Molto probabilmente dovremo pazientare fino al luglio, benché magari qualche tentativo di consolidamento dell’alta pressione africana ci sia nel corso delle prossime due settimane. Tentativi appunto, tentativi che molto probabilmente non andranno ancora in porto perché la circolazione atmosferica nell’emisfero settentrionale non sembra essere per nulla incline all’estate.
Però come abbiamo già ampiamente detto in vari approfondimenti recenti temiamo che poi l’estate possa letteralmente esplodere da un momento all’altro. Ecco, se ciò dovesse accadere sarebbe una sorta di shock perché si passerebbe improvvisamente dall’instabilità al forte caldo. Caldo atroce, perché sarebbe il temibile caldo africano.
Temiamo che le temperature possano salire in un batter d’occhio verso picchi eccezionalmente alti, non consentendoci quell’adattamento che di solito inizia in questo periodo se non addirittura un mese prima.

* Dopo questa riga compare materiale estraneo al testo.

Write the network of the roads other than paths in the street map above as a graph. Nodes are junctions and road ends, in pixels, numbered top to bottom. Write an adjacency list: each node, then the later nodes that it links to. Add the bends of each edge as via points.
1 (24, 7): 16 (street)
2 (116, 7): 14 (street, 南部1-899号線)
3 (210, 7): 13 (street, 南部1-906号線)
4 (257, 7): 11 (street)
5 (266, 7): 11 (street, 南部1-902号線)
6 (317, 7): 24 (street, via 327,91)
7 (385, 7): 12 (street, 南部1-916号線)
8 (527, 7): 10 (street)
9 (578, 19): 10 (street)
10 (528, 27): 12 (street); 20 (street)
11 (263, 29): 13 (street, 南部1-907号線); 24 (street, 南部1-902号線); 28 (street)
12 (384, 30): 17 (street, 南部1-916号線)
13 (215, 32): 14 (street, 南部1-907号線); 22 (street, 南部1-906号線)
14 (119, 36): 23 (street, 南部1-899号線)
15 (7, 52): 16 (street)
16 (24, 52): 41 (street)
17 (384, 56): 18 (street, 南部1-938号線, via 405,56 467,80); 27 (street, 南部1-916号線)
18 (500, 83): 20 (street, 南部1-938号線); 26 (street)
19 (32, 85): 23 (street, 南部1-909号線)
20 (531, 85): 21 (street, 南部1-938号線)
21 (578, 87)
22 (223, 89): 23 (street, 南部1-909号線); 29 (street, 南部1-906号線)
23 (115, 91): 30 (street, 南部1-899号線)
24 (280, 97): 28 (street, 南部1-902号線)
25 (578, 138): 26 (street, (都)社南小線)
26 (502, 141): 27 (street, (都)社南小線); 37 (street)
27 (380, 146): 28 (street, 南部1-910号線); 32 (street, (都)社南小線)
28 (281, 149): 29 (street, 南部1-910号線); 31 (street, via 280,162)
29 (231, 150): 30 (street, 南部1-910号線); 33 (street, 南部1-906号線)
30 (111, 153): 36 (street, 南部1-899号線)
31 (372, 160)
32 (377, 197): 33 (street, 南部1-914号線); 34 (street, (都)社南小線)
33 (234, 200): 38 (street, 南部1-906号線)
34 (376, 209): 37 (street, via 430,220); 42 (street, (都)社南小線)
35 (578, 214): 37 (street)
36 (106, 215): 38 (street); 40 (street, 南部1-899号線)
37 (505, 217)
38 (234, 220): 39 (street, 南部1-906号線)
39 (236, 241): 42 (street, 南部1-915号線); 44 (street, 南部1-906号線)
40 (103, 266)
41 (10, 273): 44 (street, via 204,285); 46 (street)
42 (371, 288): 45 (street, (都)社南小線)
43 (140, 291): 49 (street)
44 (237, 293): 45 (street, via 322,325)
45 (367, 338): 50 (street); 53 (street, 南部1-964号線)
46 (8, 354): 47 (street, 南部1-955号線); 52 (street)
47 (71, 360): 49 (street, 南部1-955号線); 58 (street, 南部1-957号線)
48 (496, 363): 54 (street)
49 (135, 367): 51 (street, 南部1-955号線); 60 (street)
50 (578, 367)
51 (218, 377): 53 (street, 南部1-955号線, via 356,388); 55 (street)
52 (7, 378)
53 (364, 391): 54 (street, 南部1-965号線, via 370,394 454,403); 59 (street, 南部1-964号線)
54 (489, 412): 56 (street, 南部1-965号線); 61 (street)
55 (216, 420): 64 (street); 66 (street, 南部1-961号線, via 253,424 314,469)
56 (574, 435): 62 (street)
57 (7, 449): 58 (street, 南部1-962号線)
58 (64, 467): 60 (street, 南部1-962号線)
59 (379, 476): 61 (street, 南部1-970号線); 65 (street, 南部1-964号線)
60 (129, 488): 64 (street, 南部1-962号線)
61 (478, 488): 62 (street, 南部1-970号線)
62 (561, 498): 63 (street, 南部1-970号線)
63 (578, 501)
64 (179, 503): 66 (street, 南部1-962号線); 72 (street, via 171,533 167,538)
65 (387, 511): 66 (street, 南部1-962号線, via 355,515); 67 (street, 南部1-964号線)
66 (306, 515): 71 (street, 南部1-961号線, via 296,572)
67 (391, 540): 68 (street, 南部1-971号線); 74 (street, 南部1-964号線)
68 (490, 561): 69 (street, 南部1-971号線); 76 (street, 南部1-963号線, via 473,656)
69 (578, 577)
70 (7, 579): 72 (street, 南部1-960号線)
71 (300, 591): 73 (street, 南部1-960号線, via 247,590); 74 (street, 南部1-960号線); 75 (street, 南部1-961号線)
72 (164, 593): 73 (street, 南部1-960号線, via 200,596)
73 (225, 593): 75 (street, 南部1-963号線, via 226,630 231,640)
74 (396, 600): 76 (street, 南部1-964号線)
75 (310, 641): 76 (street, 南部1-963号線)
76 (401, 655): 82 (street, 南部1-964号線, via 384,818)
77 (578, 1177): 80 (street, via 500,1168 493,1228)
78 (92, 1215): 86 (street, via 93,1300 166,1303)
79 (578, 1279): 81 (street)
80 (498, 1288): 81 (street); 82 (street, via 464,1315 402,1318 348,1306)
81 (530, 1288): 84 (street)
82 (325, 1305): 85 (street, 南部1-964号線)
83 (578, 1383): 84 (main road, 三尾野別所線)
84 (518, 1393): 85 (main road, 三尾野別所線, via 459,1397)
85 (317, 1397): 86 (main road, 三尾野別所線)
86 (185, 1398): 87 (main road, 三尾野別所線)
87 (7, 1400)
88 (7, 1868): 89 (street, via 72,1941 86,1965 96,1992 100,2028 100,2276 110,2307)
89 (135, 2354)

Fatto sta che non possiamo certamente pretendere di cambiare noi le carte in tavola, dobbiamo per forza di cose aspettare con pazienza che la natura faccia il suo corso. Non ci potremmo neppure lamentare troppo se il tempo non dovesse migliorare con decisione nemmeno a luglio, perché d’altronde fresco e precipitazioni hanno un credito infinito rispetto a quanto accaduto negli ultimi decenni.
Diciamo che vorremmo molto semplicemente un po’ di sana normalità stagionale, normalità che in questo momento fatichiamo a commentare perché comunque anche i frequenti temporali di questa prima settimana di giugno non è che siano qualcosa che si vede tutti i giorni. Soprattutto non si vede tutti i giorni l’intensità con la quale si sono abbattuti in numerose regioni d’Italia.
Per questo motivo ovviamente la speranza è che la situazione possa migliorare senza però catapultarci di punto in bianco nelle fauci dell’anticiclone africano.